- O governo dos EUA designou o PCC e o Comando Vermelho como organizações terroristas, o que pode ter efeitos incertos sobre o Pix.
- Sanções a instituições financeiras brasileiras, caso ocorram, podem afetar parte das transações e provocar “clarões” no sistema de pagamento instantâneo.
- Se uma instituição sancionada tiver relevância sistêmica, clientes podem ficar impedidos de enviar ou receber recursos pelo Pix, impactando outras transações.
- O governo brasileiro trabalha para evitar punições concretas a instituições, mas há receio de uso de dados brasileiros em ações antiterroristas americanas.
- Existe preocupação de que a designação possa sustentar investigações dos EUA sobre práticas desleais ligadas ao Pix na perspectiva da Seção 301 da Lei de Comércio dos EUA.
O governo dos Estados Unidos classificou o PCC e o Comando Vermelho como organizações terroristas, decisão com efeitos incertos sobre o Pix. A avaliação é de que sanções aos bancos podem impactar parte das transações no Brasil.
A medida pode envolver instituições financeiras que operam com criminosos, o que pode provocar interrupções pontuais no pagamento instantâneo. A equipe econômica brasileira monitora possíveis impactos para o sistema.

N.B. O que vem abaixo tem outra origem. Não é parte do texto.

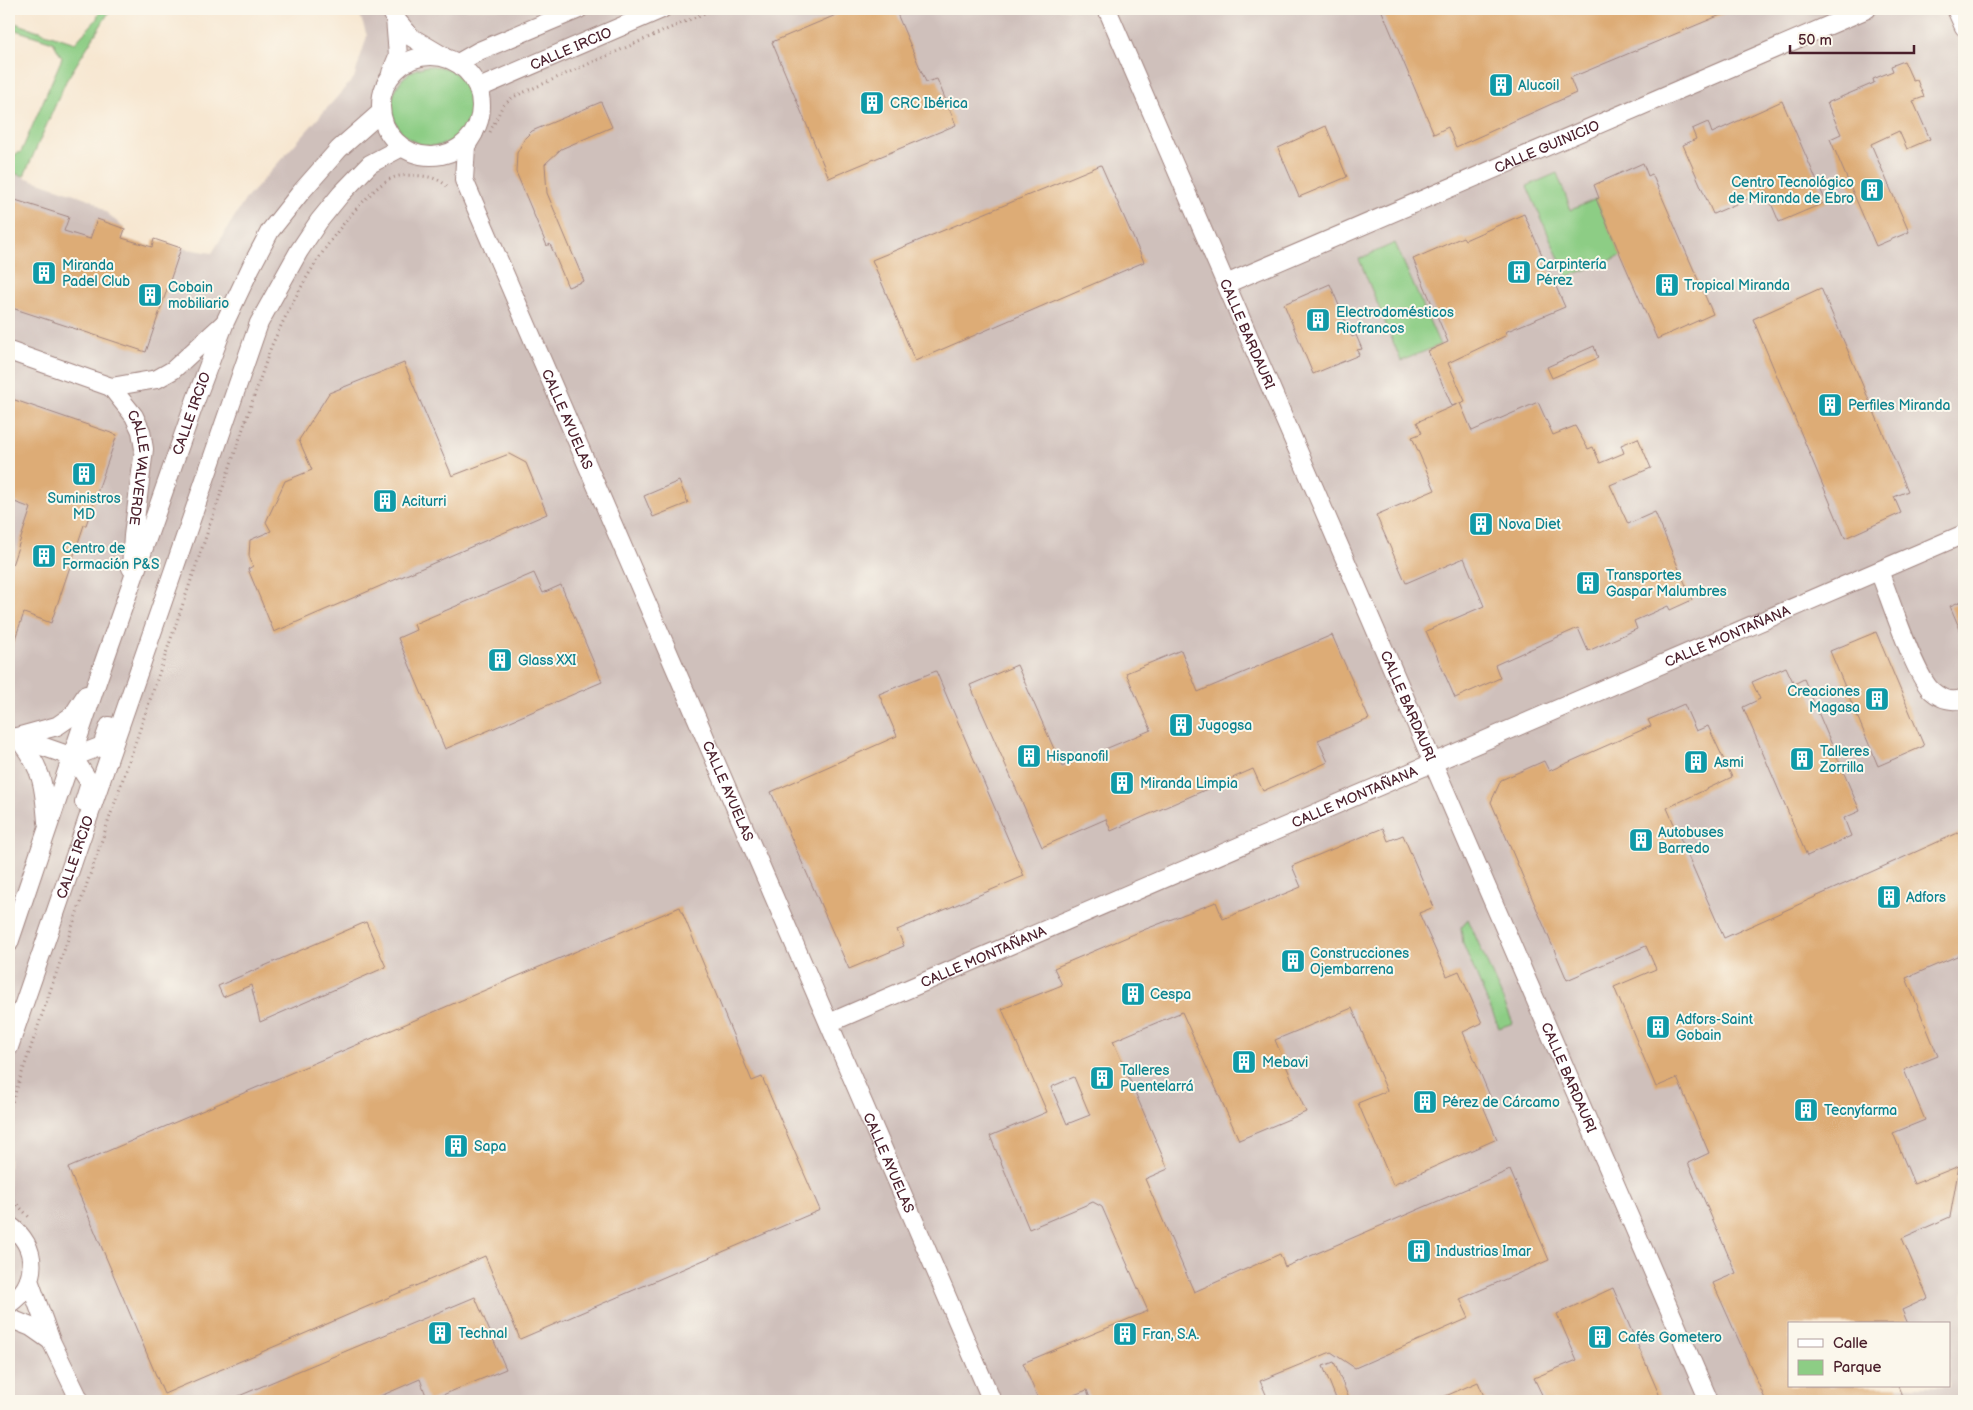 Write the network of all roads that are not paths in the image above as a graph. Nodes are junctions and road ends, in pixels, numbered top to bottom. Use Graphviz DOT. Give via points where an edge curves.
graph roads {
  1 [pos="579,9"];
  2 [pos="662,9"];
  3 [pos="1107,9"];
  4 [pos="1867,9"];
  5 [pos="1956,9"];
  6 [pos="392,14"];
  7 [pos="1964,27"];
  8 [pos="452,60"];
  9 [pos="388,78"];
  10 [pos="479,88"];
  11 [pos="381,112"];
  12 [pos="480,136"];
  13 [pos="402,147"];
  14 [pos="422,156"];
  15 [pos="458,185"];
  16 [pos="1226,284"];
  17 [pos="225,322"];
  18 [pos="9,351"];
  19 [pos="111,387"];
  20 [pos="1964,534"];
  21 [pos="1879,570"];
  22 [pos="130,587"];
  23 [pos="140,665"];
  24 [pos="99,676"];
  25 [pos="1964,698"];
  26 [pos="11,737"];
  27 [pos="73,757"];
  28 [pos="1432,763"];
  29 [pos="48,828"];
  30 [pos="72,864"];
  31 [pos="9,943"];
  32 [pos="829,1024"];
  33 [pos="9,1048"];
  34 [pos="9,1225"];
  35 [pos="29,1280"];
  36 [pos="9,1304"];
  37 [pos="9,1318"];
  38 [pos="51,1342"];
  39 [pos="80,1401"];
  40 [pos="992,1401"];
  41 [pos="1709,1401"];
  1 -- 8 [label="street"];
  2 -- 10 [label="street, CALLE IRCIO"];
  3 -- 16 [label="street, CALLE BARDAURI"];
  4 -- 16 [label="street, CALLE GUINICIO"];
  5 -- 7 [label="street"];
  6 -- 8 [label="street" via="412,37"];
  6 -- 9 [label="street" via="398,56"];
  8 -- 9 [label="street" via="429,55 414,58 399,66"];
  8 -- 10 [label="street" via="470,74"];
  9 -- 11 [label="street" via="382,94"];
  10 -- 12 [label="street" via="482,103"];
  11 -- 13 [label="street" via="384,125"];
  11 -- 17 [label="street, CALLE IRCIO" via="338,149 270,231"];
  12 -- 14 [label="street" via="446,154"];
  12 -- 15 [label="street, CALLE AYUELAS" via="466,146"];
  13 -- 14 [label="street"];
  13 -- 23 [label="street, CALLE IRCIO" via="370,164 336,200 299,251 259,323"];
  14 -- 15 [label="street, CALLE AYUELAS" via="445,165"];
  15 -- 32 [label="street, CALLE AYUELAS"];
  16 -- 28 [label="street, CALLE BARDAURI"];
  17 -- 19 [label="street" via="173,370 158,379"];
  17 -- 22 [label="street, CALLE IRCIO"];
  18 -- 19 [label="street"];
  19 -- 22 [label="street, CALLE VALVERDE" via="134,416 141,430 144,449"];
  20 -- 21 [label="street, CALLE MONTAÑANA"];
  21 -- 25 [label="street" via="1920,673 1931,690 1945,699"];
  21 -- 28 [label="street, CALLE MONTAÑANA"];
  22 -- 24 [label="street, CALLE IRCIO"];
  23 -- 27 [label="street, CALLE IRCIO" via="126,674 102,746"];
  23 -- 30 [label="street, CALLE IRCIO"];
  24 -- 26 [label="street" via="73,715 57,726"];
  24 -- 27 [label="street, CALLE IRCIO"];
  26 -- 27 [label="street"];
  26 -- 29 [label="street" via="32,755 42,776"];
  27 -- 29 [label="street, CALLE IRCIO"];
  27 -- 30 [label="street" via="90,783 68,846"];
  28 -- 32 [label="street, CALLE MONTAÑANA"];
  28 -- 41 [label="street, CALLE BARDAURI"];
  29 -- 31 [label="street, CALLE IRCIO"];
  30 -- 33 [label="street, CALLE IRCIO"];
  32 -- 40 [label="street, CALLE AYUELAS"];
  34 -- 35 [label="street" via="28,1246 32,1263"];
  35 -- 36 [label="street" via="19,1297"];
  35 -- 38 [label="street"];
  37 -- 38 [label="street" via="31,1327"];
  38 -- 39 [label="street"];
}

Durigan afirma que sanções a bancos com relevância sistêmica podem gerar “clarões” no Pix, ainda que a infraestrutura da plataforma permaneça intacta. Clientes de instituições sancionadas podem enfrentar dificuldades para enviar ou receber recursos.
Cenário e consequências
Instituições atingidas pelo OFAC ficam impedidas de acessar o mercado financeiro americano, o que limita transações em dólar. O governo brasileiro teme efeitos amplos no sistema de pagamentos caso novas sanções avancem.
Para evitar danos maiores, as próprias instituições podem optar por se desligar temporariamente do Pix, ou bancos podem adotar políticas mais restritivas para evitar novas punições.
Riscos e atuação brasileira
O Brasil repassou informações a autoridades americanas sobre uso de bancos para lavar dinheiro ligado ao PCC, em operação que aponta bens nos EUA. O objetivo é esclarecer a presença de ativos e reduzir vulnerabilidades futuras.
Há também preocupação com um possível alinhamento entre a designação dos grupos e investigações da Seção 301 da Lei de Comércio dos EUA, que, se avançarem, poderiam pressionar tarifas ou outras medidas contra o Brasil, ainda que o Pix não seja diretamente atingido academicamente.